YOUR GOAL: Lines that contain the string "thumb" are the ones to list; copy all of them from the records.

══════

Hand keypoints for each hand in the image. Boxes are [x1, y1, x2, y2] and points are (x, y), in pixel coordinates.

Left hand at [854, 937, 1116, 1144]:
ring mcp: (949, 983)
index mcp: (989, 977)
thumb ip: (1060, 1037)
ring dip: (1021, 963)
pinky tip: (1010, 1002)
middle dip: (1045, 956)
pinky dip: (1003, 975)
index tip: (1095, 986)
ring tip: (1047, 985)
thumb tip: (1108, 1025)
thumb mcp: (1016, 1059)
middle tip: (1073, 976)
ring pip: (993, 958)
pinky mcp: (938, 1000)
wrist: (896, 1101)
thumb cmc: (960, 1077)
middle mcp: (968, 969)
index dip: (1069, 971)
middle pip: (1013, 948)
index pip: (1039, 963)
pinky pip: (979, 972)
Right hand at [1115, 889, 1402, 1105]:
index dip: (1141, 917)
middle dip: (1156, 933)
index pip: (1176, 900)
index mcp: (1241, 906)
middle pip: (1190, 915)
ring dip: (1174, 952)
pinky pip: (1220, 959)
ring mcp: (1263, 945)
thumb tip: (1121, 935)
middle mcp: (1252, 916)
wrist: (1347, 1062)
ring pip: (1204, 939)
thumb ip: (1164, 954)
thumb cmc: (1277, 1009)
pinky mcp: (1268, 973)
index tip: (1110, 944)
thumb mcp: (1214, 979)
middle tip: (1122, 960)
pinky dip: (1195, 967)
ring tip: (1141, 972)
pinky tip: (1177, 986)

══════

EXERCISE RESULT:
thumb ip: (1060, 1037)
thumb tip: (1108, 1025)
thumb mcp: (1016, 1059)
thumb cmc: (960, 1077)
thumb tip: (1121, 935)
thumb ip: (1164, 954)
thumb cmc: (1277, 1009)
thumb mcp: (1214, 979)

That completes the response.